There's a few things I can do to reduce my memory usage but I'm fairly sure that my issue is a problem of fragmentation, in order to improve this it would help to understand how dos allocates memory but i cant find much info on this. Does DOS just return the first free block? Does it try to avoid fragmentation somehow? Does it do any paging? how does it know to avoid TSRs? how can I access the more than 640k without using protected mode (eg. with a 286) and how do I know if there is any?

Thanks.

per · May 26, 2017

DOS allocates memory in blocks, yes. When allocating, DOS will combine ajacent free blocks. From what I can find, I would guess DOS just scans through memory for the first free block that is big enough.

Another thing, COM programs are automatically allocated the biggest block of memory available, so it might be an idea to release a few paragaphs before trying to allocate even more.

Chuck(G) · May 26, 2017

Still one of the best articles on the subject.

Since TSRs don't use either INT 20H or INT 21H/AX=4CH to terminate, their memory isn't released. Instead, they indicate upon the terminate and stay resident command (INT 27H/AX=31H) how much memory to keep around. Unless you need it, you can also gain a bit more memory by releasing the program's environment segment.

krebizfan · May 26, 2017

Check with your compiler. It was more common to allocate from DOS a large space and then handle the suballocations without talking to DOS. Doing your own garbage collection system is a breeding ground for bugs so use the compiler's implementation if possible.

If you use DOS 5 or later, Function 58h can change the allocation strategy from first fit to last fit or best fit.

For additional memory, EMS and XMS are possible choices.

Edit: It was easy to find Watcom C's strategy for most allocations is to work off a heap. With small model programs, by default, the heap will be restricted to less than 64kB so running out of memory is easy.
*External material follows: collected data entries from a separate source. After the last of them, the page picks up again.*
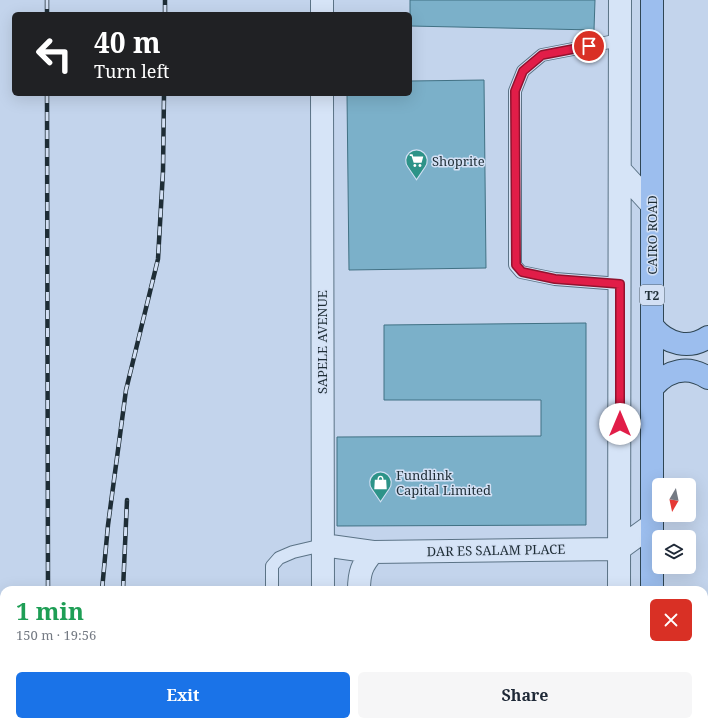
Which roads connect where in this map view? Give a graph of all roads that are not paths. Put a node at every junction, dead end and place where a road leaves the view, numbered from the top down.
1 (322, 0) edge
2 (620, 0) edge
3 (652, 0) edge
4 (322, 12) edge
5 (620, 40) junction
6 (322, 96) edge
7 (620, 170) junction
8 (652, 205) junction
9 (620, 284) junction
10 (653, 327) junction
11 (708, 336) edge
12 (708, 378) edge
13 (652, 387) junction
14 (652, 524) junction
15 (322, 545) junction
16 (619, 549) junction
17 (374, 552) junction
18 (272, 586) edge
19 (323, 586) edge
20 (359, 586) edge
21 (619, 586) edge
22 (652, 586) edge

1 - 4 street
2 - 5 street
3 - 8 main road, CAIRO ROAD / T2
5 - 7 street
5 - 9 lane
6 - 15 street, SAPELE AVENUE
7 - 8 street
7 - 9 street
8 - 10 main road, CAIRO ROAD / T2
9 - 16 street
10 - 11 main road
10 - 13 main road, CAIRO ROAD / T2
12 - 13 main road
13 - 14 main road, CAIRO ROAD / T2
14 - 16 street
14 - 22 main road, CAIRO ROAD / T2
15 - 17 street, DAR ES SALAM PLACE
15 - 18 lane
15 - 19 street, SAPELE AVENUE
16 - 17 street, DAR ES SALAM PLACE
16 - 21 street
17 - 20 street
C++ new isn't given a nice clear explanatory text; looks like reading source would be necessary.

PgrAm · May 26, 2017

I'm using the compact model in Watcom BTW, that's a small code model and big data model so that leads me to believe that the heap must be bigger than 64K.

Scali · May 26, 2017

Watcom supplies three different functions for heap-related allocation:
_fmalloc(): This is a 'far malloc', as in: it allocates a segment and returns a far-pointer. But beware: it can only handle 64k allocation max! (where other compilers may support farmalloc() with larger blocks of memory).
malloc(): This is either 'near-malloc' in models with a 64k data segment, or an alias for _fmalloc() with larger models.
halloc(): This is 'huge alloc', which allows you to allocate larger blocks of data (this is most similar to farmalloc() in most other compilers).

It makes sense if you think of it like this:
near pointers: assume the current/default segment, store only the offset. So you can only address at most 64k in a single segment.
far pointers: store a segment + offset. However, during pointer manipulation, only the offset is updated, the segment remains the same. So you are still limited to 64k max (but you get good and predictable performance from these pointers).
huge pointers: store a segment + offset. At every pointer update, the entire pointer is updated, so the segment can be changed as well. This effectively makes your code behave like a 'flat' memory model.

You can also use 'near', 'far' and 'huge' as modifiers for static data, eg:
char far data[500];

This has similar behaviour as the above pointers, eg:
near: place the data in the current/default segment.
far: create a new segment and place the data in there (limited to 64k data max)
huge: create as many new segments as required to store all the data (like a 'flat' memory model).

My approach is to use a small memory model. This means that Watcom places code, stack and data in a single segment, so my default is 'everything near'.
I then have control over additional memory by using far/huge, to bring in extra segments for code or data.
This way I can get very compact/efficient use of memory, without being limited to 64k of code or data.

Chuck(G) · May 26, 2017

So the question really was "How does Watcom C allocate memory?", not "How does DOS allocate memory?"

Silly me for taking the thread topic seriously.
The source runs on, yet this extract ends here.